Left image is the flatbed scan of 120 negatives in their transparency, archival sleeve. Right image is another roll of 120 negatives, taken out of the transparency sleeve, scanned on the flatbed scanner.

Needless to say, I was very disappointed in the flatbed scanner results. Everyone on the internet made it seem so easy, and that was not at all my experience. I sought another solution to the problem.

Approach 2: Using digital camera scanning (Success)

I modified my digital camera setup

Initially, I thought digital camera scanning wouldn't be a practical solution for this exercise because I needed a way to:

  • Hold the film sleeves flat so they didn't bubble and degrade the sharpness of the contact sheet
  • Make sure no light was reflecting off the plastic sleeve
  • Backlight the negatives with a quality light source that was large enough to scan a sleeve of negatives bigger than a piece of paper (that wasn't $2000)

But after attempting it with a flatbed scanner, I realized how bad the alternative could really get, so I started making some compromises.

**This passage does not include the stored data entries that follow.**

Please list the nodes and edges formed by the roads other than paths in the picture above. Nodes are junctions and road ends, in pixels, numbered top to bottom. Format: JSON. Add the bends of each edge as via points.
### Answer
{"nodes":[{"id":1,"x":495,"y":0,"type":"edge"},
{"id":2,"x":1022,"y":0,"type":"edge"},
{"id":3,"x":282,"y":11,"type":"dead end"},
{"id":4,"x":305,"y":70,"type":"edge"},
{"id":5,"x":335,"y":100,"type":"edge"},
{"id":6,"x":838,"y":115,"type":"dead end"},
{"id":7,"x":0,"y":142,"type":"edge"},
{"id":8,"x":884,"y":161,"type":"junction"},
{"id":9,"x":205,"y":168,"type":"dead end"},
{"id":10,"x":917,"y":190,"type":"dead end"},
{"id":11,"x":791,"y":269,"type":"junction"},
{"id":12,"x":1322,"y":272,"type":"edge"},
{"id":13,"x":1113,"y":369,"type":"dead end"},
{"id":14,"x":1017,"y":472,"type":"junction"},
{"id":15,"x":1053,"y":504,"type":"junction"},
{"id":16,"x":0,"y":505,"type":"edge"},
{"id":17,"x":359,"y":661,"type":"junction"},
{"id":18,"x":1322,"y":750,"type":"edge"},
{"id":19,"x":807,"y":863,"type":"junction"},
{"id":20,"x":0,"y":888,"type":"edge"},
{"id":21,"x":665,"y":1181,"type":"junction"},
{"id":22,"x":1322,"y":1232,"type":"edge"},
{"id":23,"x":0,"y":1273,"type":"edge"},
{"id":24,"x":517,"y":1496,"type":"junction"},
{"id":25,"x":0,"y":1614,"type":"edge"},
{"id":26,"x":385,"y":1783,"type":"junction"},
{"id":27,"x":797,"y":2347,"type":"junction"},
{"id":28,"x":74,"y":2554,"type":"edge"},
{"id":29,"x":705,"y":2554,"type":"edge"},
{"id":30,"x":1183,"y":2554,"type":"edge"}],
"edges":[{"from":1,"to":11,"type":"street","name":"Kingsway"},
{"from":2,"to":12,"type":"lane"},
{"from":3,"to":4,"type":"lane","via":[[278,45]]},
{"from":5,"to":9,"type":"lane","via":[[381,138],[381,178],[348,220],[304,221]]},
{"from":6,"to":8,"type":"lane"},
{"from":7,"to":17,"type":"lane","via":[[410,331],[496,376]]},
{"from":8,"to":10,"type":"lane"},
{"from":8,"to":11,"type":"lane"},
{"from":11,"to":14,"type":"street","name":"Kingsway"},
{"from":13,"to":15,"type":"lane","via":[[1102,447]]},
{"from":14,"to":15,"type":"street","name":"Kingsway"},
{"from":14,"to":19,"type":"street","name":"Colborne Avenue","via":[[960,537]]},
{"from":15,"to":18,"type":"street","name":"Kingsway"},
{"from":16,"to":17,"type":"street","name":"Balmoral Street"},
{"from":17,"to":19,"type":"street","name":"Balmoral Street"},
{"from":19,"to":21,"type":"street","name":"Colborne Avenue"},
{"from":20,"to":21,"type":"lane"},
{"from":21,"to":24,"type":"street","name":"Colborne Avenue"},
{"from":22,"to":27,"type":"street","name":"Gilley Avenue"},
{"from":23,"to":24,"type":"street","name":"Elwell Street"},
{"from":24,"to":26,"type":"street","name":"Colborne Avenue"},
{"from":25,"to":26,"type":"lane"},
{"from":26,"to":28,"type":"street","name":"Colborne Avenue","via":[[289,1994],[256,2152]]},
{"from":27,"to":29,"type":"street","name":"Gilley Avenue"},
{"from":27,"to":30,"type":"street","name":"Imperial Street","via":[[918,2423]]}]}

I used an Artograph light table I have laying around (which doesn't even report the CRI so it can't be 90+), threw a normal 35mm lens on my camera so I could get the full negative in the frame without going all the way up my copy stand, and popped a sleeve of 120 on the light source. The transparency was kind of curvy, so I repeated this process with some dirty picture frame glass I had lying around over top of the sheet.

Converting the digital camera scanned contact sheets

Once I'd taken the images, I converted them with Negative Lab Pro the exact same way I attempted to convert the flatbed scanning contact sheets. They turned out infinitely better than the flatbed ones! You can tell how the frame glass did help dampen some of the curvature of the negatives that I saw without the glass. I didn't scan these contact sheets with the intent of zooming in and having printable images on a frame-by-frame basis. The only objective was to make them easy for someone to be able to look at quickly and evaluate and these did the trick!

Left image is the digital camera scanned contact sheet without framing glass over top of the negative, and the right image is with the framing glass on top of it. There's some dust and stuff, but I don't really care about it for these purposes. Also, had I simply cleaned the framing glass and the surface of the Artograph, that would get rid of 90% of it.

Approach 3: Lightroom contact sheets

Making contact sheets in the Print Module

I realized after I'd started this whole endeavor that maybe it wasn't necessary to make contact sheets from the full, physical transparencies. The benefit of doing contact sheets of a whole roll, all at once, is you can more easily review them to evaluate exposures and the quality of your shooting/ negatives. You're not solely evaluating how well someone subsequently converted and edited the images.

However, making digital contact sheets from the physical transparencies is an extra step. It's more work for someone that's already digital camera scanning all of their negatives as is or already has digital copies of each of the frames. You can also make them in Lightroom in the Print Module.

Here's what I did in Lightroom

I think it's a lot simpler to just watch what I did in Lightroom. Here is a video of me merging the scans, WB, cropping, and converting the whole thing into a positive.

Which do you prefer?

I think from now on I'll just make digital contact sheets in Lightroom as I scan new negatives in. But since a lot of my film I have also was never scanned in with DCS (back when I used a film lab), I'll probably just sleeve those rolls and make contact sheets with my digital camera scanning method. What do you think you'll use?